The answer should be every line below, repeated exactly, with the images left out.

──────── SUPPLIED MATERIAL

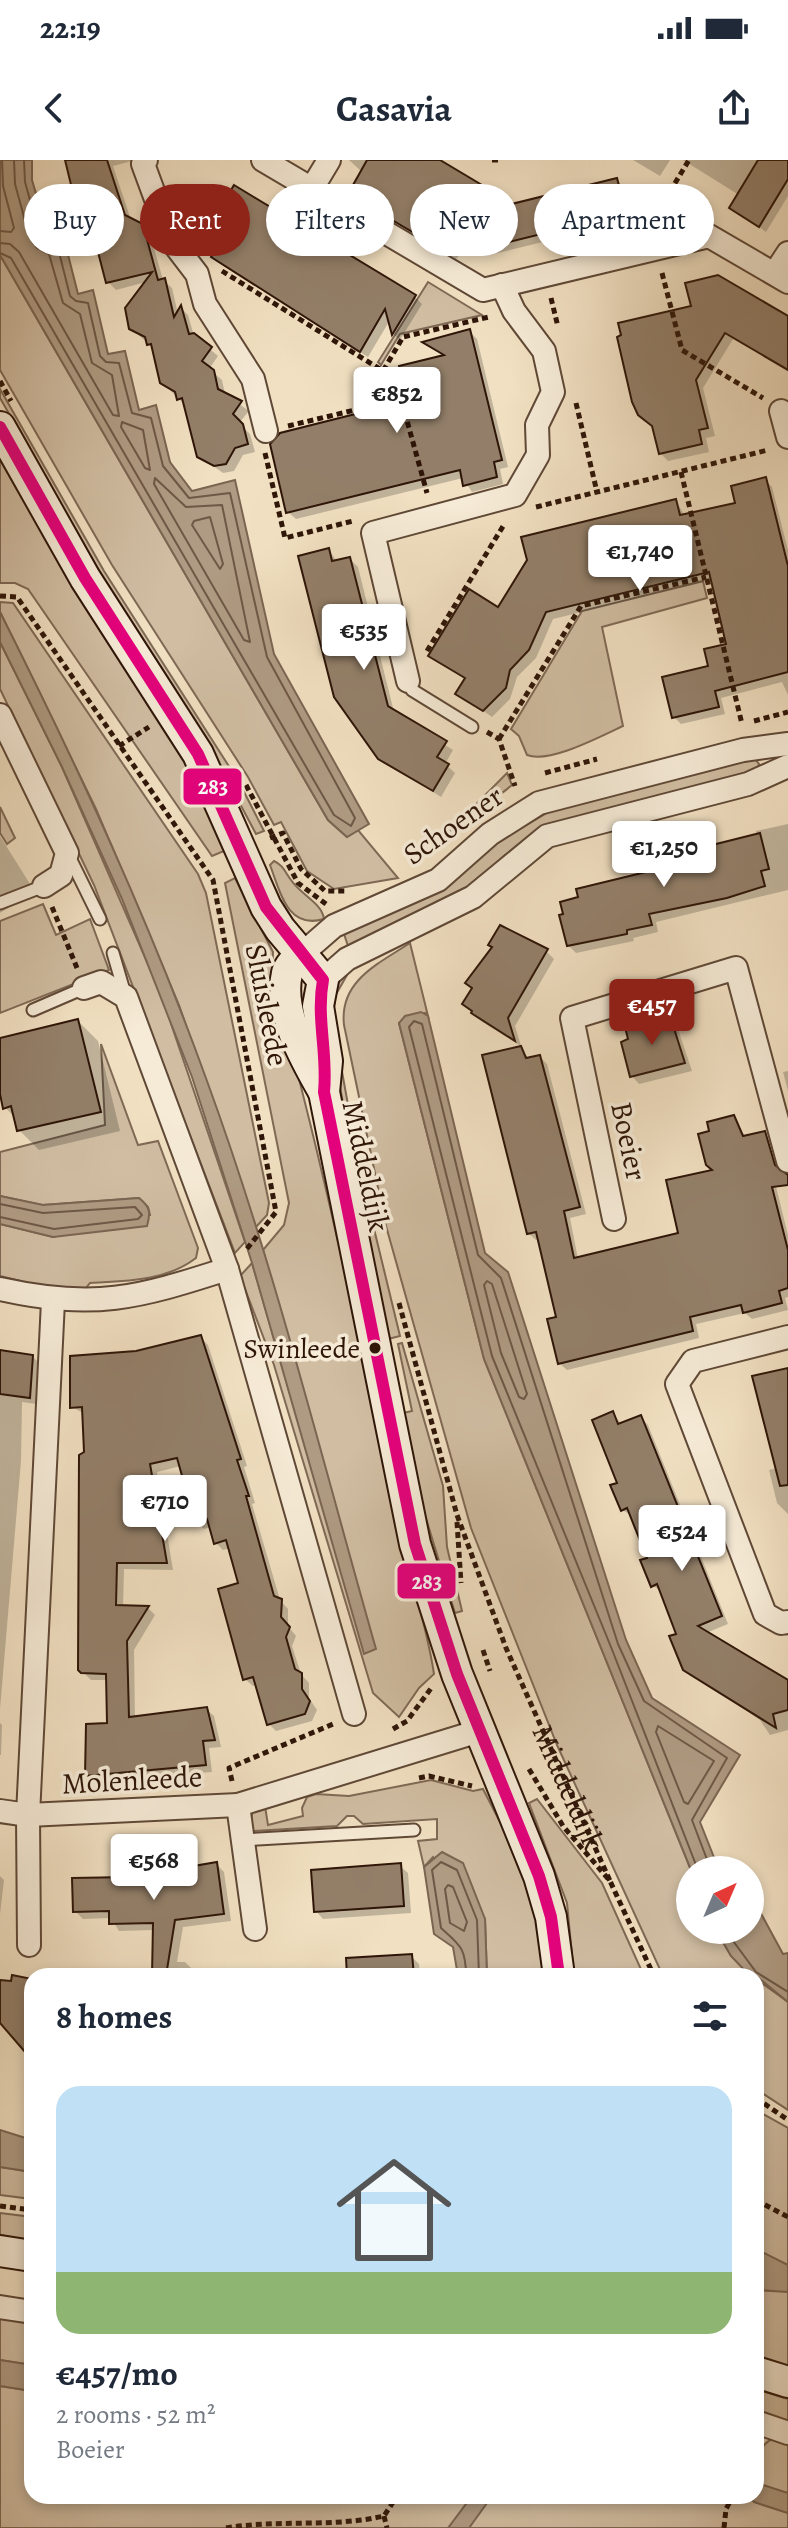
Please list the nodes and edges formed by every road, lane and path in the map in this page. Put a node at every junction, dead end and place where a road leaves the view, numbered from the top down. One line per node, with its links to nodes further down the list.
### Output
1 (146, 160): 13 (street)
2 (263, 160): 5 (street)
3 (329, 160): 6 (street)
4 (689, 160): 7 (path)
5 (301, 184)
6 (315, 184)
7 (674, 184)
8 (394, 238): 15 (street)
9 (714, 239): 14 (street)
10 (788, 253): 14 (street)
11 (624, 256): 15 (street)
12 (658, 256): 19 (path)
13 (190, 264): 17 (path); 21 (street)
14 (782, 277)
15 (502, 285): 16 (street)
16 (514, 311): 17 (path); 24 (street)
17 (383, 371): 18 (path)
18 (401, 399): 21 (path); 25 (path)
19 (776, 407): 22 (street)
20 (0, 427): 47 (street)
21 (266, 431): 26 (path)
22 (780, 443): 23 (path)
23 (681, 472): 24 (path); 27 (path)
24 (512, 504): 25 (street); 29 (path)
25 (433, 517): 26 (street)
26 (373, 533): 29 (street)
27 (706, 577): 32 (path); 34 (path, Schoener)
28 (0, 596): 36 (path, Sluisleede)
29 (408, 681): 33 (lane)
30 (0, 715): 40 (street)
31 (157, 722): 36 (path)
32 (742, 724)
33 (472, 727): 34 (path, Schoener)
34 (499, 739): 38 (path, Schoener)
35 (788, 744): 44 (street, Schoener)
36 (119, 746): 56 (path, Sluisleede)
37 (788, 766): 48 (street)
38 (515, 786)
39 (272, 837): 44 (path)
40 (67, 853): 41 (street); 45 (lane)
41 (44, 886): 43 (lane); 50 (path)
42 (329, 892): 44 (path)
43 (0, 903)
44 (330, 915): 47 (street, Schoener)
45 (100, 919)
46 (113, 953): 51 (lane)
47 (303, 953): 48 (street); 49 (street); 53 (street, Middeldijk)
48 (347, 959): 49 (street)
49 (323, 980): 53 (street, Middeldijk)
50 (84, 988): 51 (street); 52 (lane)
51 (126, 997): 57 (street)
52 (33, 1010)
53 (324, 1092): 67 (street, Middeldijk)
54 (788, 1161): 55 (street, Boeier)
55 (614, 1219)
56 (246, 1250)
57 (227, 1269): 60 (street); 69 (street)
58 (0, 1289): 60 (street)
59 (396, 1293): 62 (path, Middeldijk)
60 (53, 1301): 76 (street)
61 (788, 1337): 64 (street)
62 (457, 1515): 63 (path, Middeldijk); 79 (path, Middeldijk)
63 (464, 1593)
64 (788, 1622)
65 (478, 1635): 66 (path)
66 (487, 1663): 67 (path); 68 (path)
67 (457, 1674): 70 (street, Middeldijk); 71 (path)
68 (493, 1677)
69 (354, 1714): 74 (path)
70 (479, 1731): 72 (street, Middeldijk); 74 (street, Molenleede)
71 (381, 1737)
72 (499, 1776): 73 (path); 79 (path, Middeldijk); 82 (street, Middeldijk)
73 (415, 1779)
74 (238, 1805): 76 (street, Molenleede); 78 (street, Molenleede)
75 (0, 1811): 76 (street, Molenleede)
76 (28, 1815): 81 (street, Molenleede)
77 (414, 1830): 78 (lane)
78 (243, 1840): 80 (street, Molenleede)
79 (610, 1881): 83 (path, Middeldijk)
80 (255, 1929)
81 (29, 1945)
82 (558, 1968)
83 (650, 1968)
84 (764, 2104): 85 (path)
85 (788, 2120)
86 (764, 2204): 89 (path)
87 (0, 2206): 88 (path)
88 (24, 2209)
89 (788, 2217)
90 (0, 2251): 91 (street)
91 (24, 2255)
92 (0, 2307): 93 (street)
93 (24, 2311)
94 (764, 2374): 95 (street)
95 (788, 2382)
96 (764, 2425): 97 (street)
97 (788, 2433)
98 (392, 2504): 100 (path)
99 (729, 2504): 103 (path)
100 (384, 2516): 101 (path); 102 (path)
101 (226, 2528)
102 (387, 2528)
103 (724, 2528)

────────────────

REPLY TO THE TASK
Please list the nodes and edges formed by every road, lane and path in the map in this page. Put a node at every junction, dead end and place where a road leaves the view, numbered from the top down. One line per node, with its links to nodes further down the list.
### Output
1 (146, 160): 13 (street)
2 (263, 160): 5 (street)
3 (329, 160): 6 (street)
4 (689, 160): 7 (path)
5 (301, 184)
6 (315, 184)
7 (674, 184)
8 (394, 238): 15 (street)
9 (714, 239): 14 (street)
10 (788, 253): 14 (street)
11 (624, 256): 15 (street)
12 (658, 256): 19 (path)
13 (190, 264): 17 (path); 21 (street)
14 (782, 277)
15 (502, 285): 16 (street)
16 (514, 311): 17 (path); 24 (street)
17 (383, 371): 18 (path)
18 (401, 399): 21 (path); 25 (path)
19 (776, 407): 22 (street)
20 (0, 427): 47 (street)
21 (266, 431): 26 (path)
22 (780, 443): 23 (path)
23 (681, 472): 24 (path); 27 (path)
24 (512, 504): 25 (street); 29 (path)
25 (433, 517): 26 (street)
26 (373, 533): 29 (street)
27 (706, 577): 32 (path); 34 (path, Schoener)
28 (0, 596): 36 (path, Sluisleede)
29 (408, 681): 33 (lane)
30 (0, 715): 40 (street)
31 (157, 722): 36 (path)
32 (742, 724)
33 (472, 727): 34 (path, Schoener)
34 (499, 739): 38 (path, Schoener)
35 (788, 744): 44 (street, Schoener)
36 (119, 746): 56 (path, Sluisleede)
37 (788, 766): 48 (street)
38 (515, 786)
39 (272, 837): 44 (path)
40 (67, 853): 41 (street); 45 (lane)
41 (44, 886): 43 (lane); 50 (path)
42 (329, 892): 44 (path)
43 (0, 903)
44 (330, 915): 47 (street, Schoener)
45 (100, 919)
46 (113, 953): 51 (lane)
47 (303, 953): 48 (street); 49 (street); 53 (street, Middeldijk)
48 (347, 959): 49 (street)
49 (323, 980): 53 (street, Middeldijk)
50 (84, 988): 51 (street); 52 (lane)
51 (126, 997): 57 (street)
52 (33, 1010)
53 (324, 1092): 67 (street, Middeldijk)
54 (788, 1161): 55 (street, Boeier)
55 (614, 1219)
56 (246, 1250)
57 (227, 1269): 60 (street); 69 (street)
58 (0, 1289): 60 (street)
59 (396, 1293): 62 (path, Middeldijk)
60 (53, 1301): 76 (street)
61 (788, 1337): 64 (street)
62 (457, 1515): 63 (path, Middeldijk); 79 (path, Middeldijk)
63 (464, 1593)
64 (788, 1622)
65 (478, 1635): 66 (path)
66 (487, 1663): 67 (path); 68 (path)
67 (457, 1674): 70 (street, Middeldijk); 71 (path)
68 (493, 1677)
69 (354, 1714): 74 (path)
70 (479, 1731): 72 (street, Middeldijk); 74 (street, Molenleede)
71 (381, 1737)
72 (499, 1776): 73 (path); 79 (path, Middeldijk); 82 (street, Middeldijk)
73 (415, 1779)
74 (238, 1805): 76 (street, Molenleede); 78 (street, Molenleede)
75 (0, 1811): 76 (street, Molenleede)
76 (28, 1815): 81 (street, Molenleede)
77 (414, 1830): 78 (lane)
78 (243, 1840): 80 (street, Molenleede)
79 (610, 1881): 83 (path, Middeldijk)
80 (255, 1929)
81 (29, 1945)
82 (558, 1968)
83 (650, 1968)
84 (764, 2104): 85 (path)
85 (788, 2120)
86 (764, 2204): 89 (path)
87 (0, 2206): 88 (path)
88 (24, 2209)
89 (788, 2217)
90 (0, 2251): 91 (street)
91 (24, 2255)
92 (0, 2307): 93 (street)
93 (24, 2311)
94 (764, 2374): 95 (street)
95 (788, 2382)
96 (764, 2425): 97 (street)
97 (788, 2433)
98 (392, 2504): 100 (path)
99 (729, 2504): 103 (path)
100 (384, 2516): 101 (path); 102 (path)
101 (226, 2528)
102 (387, 2528)
103 (724, 2528)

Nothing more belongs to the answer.